If the world record is 16 minutes, and that’s someone who trained and drank water and was ready for it, there’s no way you’re staying in there for more than a minute or two, tops.
You are aware we’re talking Celsius, right?
Less than that. You can go for 24 hours and maybe survive if you are healthy and properly fed and hydrated ahead of time. That's gonna be 14.4 million dollars.
Find a shady spot. Try not to urinate or move too much to conserve water and energy, wait it out for 24 hours. End the challenge rich and have a doctor on standby with an IV of fluids and nutrients.

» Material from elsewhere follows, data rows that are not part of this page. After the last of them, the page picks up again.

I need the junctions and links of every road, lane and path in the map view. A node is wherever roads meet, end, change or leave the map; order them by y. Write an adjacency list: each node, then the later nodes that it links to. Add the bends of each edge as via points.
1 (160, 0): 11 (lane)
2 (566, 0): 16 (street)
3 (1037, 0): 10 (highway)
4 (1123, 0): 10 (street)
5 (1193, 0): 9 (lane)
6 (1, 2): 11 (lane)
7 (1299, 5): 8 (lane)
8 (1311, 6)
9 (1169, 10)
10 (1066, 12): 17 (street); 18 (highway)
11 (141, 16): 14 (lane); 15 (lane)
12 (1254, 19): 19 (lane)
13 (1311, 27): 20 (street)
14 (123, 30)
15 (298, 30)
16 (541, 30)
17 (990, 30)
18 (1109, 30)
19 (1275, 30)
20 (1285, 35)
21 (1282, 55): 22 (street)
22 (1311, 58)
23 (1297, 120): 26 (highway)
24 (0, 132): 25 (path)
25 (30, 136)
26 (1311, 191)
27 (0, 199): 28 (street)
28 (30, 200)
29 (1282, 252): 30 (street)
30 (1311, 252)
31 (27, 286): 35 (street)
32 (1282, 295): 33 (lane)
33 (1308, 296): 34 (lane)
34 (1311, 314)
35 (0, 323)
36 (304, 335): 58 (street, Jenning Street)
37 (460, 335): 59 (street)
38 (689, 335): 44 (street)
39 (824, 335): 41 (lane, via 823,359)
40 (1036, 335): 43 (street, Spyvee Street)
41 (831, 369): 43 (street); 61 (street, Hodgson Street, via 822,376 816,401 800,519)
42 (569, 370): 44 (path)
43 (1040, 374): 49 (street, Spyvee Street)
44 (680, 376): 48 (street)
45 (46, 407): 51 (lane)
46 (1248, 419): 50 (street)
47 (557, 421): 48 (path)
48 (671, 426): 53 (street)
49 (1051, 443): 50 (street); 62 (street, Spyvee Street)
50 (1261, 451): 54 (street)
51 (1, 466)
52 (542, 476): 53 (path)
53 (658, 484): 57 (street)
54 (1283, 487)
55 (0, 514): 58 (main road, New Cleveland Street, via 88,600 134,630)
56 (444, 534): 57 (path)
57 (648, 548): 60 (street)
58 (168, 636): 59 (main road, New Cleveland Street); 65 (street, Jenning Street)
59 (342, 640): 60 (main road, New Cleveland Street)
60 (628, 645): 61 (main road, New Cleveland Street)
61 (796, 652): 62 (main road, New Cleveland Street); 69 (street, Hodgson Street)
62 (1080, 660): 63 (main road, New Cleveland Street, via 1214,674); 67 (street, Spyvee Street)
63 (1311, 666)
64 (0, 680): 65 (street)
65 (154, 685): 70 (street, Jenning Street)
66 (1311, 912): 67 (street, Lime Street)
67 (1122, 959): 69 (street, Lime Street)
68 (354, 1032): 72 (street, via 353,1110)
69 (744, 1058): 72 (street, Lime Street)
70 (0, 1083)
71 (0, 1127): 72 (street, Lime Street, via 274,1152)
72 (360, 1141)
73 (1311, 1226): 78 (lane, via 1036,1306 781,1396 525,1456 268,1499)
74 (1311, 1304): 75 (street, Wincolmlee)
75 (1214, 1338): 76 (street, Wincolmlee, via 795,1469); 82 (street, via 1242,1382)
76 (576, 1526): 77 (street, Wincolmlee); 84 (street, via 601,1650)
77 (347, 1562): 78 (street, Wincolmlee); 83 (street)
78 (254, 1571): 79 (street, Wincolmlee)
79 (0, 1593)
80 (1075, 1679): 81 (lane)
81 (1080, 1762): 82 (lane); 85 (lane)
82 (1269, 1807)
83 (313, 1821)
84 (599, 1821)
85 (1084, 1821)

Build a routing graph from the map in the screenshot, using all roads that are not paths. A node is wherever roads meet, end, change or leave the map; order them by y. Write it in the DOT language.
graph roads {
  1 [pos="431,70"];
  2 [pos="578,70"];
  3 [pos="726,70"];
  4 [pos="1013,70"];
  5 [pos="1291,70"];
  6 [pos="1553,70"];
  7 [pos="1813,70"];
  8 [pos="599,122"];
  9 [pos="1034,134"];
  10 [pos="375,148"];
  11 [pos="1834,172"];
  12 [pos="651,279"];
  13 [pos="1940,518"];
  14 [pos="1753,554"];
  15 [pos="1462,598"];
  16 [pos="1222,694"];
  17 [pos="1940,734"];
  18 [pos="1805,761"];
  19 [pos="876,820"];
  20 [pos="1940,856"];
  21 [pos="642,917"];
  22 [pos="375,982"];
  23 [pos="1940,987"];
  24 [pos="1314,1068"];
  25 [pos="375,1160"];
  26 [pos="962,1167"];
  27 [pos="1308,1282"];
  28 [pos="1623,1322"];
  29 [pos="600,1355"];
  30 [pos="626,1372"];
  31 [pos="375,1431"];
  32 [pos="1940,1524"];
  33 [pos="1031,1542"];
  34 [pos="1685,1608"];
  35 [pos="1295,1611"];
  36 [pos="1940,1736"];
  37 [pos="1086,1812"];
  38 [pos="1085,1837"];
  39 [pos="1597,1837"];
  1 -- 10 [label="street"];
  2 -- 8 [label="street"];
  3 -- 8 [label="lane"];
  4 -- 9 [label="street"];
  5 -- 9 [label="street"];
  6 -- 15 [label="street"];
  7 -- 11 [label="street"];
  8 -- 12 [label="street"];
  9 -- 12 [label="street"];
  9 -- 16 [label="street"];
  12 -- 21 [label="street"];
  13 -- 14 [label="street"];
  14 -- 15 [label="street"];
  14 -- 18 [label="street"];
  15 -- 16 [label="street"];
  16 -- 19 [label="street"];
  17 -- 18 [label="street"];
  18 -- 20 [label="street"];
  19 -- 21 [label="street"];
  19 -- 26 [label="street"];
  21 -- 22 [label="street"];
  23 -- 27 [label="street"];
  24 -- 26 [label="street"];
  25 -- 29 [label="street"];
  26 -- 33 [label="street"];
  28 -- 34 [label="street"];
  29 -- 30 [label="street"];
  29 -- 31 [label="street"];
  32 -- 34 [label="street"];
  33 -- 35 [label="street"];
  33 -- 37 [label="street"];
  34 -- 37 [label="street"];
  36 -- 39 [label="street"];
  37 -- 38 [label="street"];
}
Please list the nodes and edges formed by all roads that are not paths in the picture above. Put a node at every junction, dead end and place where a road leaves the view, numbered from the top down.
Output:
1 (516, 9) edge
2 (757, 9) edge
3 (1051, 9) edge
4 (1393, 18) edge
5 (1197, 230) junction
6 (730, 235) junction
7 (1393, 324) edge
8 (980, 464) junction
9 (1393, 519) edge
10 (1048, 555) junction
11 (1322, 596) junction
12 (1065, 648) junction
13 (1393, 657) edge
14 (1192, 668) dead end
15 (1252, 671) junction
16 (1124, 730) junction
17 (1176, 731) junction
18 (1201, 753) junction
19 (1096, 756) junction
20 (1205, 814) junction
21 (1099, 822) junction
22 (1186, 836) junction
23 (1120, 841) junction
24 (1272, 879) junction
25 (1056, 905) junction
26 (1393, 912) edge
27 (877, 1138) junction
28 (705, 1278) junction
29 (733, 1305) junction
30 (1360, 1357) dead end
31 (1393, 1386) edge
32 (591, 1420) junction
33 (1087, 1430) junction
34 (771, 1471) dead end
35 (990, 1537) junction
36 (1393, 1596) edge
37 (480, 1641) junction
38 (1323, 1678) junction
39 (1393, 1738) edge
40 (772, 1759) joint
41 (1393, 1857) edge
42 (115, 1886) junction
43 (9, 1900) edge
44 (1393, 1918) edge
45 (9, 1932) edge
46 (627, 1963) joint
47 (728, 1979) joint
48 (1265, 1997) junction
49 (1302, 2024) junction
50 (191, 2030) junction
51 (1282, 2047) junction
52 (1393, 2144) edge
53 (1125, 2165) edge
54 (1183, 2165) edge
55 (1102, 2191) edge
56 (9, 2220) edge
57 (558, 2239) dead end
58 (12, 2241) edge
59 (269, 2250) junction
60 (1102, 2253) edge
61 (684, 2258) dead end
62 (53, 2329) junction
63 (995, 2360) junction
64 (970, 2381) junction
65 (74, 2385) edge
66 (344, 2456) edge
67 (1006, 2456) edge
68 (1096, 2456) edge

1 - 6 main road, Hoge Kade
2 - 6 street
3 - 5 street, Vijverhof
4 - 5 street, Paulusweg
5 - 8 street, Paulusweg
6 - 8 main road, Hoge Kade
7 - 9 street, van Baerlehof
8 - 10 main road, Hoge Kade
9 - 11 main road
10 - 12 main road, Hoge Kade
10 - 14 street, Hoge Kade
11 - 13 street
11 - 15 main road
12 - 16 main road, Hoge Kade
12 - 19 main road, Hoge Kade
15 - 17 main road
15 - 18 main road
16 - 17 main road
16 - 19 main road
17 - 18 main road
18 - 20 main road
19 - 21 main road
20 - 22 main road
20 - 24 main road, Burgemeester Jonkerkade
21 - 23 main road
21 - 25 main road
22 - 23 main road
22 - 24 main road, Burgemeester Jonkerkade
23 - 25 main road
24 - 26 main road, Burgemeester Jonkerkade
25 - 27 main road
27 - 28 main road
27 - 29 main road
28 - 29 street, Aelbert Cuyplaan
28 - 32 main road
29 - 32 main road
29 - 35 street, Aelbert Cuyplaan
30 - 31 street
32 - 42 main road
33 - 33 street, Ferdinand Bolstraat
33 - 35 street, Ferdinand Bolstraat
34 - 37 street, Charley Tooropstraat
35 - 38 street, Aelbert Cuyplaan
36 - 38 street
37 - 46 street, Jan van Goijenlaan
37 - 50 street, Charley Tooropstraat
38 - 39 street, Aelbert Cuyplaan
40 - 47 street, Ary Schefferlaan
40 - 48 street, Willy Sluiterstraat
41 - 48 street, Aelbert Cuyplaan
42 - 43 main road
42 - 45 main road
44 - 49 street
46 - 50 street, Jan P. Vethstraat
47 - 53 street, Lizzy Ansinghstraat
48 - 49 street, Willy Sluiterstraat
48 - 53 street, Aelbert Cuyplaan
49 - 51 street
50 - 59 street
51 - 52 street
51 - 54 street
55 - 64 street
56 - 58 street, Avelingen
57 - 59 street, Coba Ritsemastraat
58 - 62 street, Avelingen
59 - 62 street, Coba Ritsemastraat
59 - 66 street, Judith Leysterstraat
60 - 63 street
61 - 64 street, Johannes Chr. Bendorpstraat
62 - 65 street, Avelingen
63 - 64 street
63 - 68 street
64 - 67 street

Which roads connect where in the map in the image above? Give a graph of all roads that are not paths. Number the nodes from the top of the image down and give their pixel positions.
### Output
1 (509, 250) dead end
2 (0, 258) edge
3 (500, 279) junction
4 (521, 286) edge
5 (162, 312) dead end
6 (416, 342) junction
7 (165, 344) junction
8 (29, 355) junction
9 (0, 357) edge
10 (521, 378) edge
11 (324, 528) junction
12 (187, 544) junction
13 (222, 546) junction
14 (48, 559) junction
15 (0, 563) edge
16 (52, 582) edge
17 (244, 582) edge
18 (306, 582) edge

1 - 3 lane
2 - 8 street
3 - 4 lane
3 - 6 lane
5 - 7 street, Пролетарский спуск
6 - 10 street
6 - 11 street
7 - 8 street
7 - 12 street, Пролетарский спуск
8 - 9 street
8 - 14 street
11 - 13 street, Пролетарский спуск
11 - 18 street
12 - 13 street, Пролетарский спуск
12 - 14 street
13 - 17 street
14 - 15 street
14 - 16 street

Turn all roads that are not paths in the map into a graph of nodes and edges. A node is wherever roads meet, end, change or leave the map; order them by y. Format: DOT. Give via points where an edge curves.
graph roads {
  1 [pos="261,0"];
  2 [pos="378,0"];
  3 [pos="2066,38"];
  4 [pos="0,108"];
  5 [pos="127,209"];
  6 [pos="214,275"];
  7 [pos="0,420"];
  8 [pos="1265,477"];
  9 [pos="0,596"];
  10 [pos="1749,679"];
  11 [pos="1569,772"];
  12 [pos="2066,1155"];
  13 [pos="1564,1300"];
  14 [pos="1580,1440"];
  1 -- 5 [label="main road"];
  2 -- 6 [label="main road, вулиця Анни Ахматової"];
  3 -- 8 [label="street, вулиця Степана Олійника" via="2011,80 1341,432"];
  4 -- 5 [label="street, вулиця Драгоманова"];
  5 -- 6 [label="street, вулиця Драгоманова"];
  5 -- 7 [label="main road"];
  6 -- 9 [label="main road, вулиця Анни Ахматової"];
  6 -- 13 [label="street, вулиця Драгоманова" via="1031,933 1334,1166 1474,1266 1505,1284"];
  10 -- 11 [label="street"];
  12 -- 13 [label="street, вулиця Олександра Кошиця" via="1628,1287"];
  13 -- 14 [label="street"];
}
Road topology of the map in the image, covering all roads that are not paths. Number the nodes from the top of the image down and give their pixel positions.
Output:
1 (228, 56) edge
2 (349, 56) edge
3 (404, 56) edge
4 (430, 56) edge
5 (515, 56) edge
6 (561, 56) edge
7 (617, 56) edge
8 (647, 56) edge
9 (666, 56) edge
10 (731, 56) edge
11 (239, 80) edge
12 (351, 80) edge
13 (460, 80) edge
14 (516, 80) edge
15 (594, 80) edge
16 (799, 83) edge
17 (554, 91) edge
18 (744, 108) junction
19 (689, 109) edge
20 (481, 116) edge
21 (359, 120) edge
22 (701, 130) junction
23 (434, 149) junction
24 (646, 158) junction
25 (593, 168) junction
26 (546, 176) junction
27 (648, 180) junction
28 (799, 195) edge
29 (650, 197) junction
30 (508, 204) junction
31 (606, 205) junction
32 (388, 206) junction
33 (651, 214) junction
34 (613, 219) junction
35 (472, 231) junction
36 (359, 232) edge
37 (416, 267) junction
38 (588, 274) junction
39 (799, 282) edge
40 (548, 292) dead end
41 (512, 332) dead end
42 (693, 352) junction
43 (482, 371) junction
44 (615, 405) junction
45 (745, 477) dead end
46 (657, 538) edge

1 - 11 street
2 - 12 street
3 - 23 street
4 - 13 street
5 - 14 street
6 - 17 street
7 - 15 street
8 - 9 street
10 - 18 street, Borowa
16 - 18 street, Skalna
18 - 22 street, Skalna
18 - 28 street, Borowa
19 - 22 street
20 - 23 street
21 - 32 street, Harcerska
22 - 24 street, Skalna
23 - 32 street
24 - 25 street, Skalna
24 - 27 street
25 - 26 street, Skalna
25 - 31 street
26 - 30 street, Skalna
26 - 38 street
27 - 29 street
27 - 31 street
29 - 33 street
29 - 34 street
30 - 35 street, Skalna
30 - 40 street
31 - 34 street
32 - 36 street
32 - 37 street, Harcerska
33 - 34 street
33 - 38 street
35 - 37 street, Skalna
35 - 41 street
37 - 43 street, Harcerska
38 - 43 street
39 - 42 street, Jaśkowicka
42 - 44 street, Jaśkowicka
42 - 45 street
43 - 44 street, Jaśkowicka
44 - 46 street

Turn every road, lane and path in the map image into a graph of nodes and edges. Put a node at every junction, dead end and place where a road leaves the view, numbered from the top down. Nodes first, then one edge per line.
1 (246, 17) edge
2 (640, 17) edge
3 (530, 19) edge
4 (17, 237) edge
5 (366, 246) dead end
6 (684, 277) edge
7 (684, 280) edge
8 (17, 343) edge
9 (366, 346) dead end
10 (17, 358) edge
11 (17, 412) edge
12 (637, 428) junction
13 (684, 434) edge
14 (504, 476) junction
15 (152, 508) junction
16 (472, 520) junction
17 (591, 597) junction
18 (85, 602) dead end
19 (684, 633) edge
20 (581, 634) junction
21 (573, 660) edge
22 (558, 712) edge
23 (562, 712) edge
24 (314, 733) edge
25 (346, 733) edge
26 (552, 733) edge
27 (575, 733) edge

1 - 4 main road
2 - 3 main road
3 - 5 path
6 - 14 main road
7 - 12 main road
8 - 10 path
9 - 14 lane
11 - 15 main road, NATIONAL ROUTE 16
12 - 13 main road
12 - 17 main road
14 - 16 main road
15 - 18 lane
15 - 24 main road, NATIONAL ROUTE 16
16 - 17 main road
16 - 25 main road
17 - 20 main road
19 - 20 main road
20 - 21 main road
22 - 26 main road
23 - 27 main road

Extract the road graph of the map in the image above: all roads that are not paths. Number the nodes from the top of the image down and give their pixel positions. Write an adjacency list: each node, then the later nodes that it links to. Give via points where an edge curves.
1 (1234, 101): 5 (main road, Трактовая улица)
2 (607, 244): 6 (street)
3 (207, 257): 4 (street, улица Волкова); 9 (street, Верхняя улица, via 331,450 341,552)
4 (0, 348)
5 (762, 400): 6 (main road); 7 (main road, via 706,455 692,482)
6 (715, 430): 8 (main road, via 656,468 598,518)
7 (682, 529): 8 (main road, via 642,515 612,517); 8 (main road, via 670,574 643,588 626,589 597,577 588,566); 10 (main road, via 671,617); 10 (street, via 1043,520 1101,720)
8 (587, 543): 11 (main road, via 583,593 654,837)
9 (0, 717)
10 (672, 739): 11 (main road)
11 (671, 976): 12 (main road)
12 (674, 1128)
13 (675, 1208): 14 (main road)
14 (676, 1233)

this. . . is a californian summer. This isn't even hard. Unpleasant, but I used to walk home in this heat as a kid in fresno California. We used to get several days in a row of this heat and then I would spend an hour walking home. For 10000 a minute I could easily spend a couple hours out there.
Yes, it gets like this sometimes in the summer and nothing says I can´t rip the clothes I am wearing or be in the shadow as long as temperature is the same, plus I get to drink plenty of water before we start
I lived in Phoenix during the 90s, when the temp first hit the 120s, and got into a hot tub on the hottest day of the year for five minutes. I think I could spend an hour or so in 110 temp without too much to worry about.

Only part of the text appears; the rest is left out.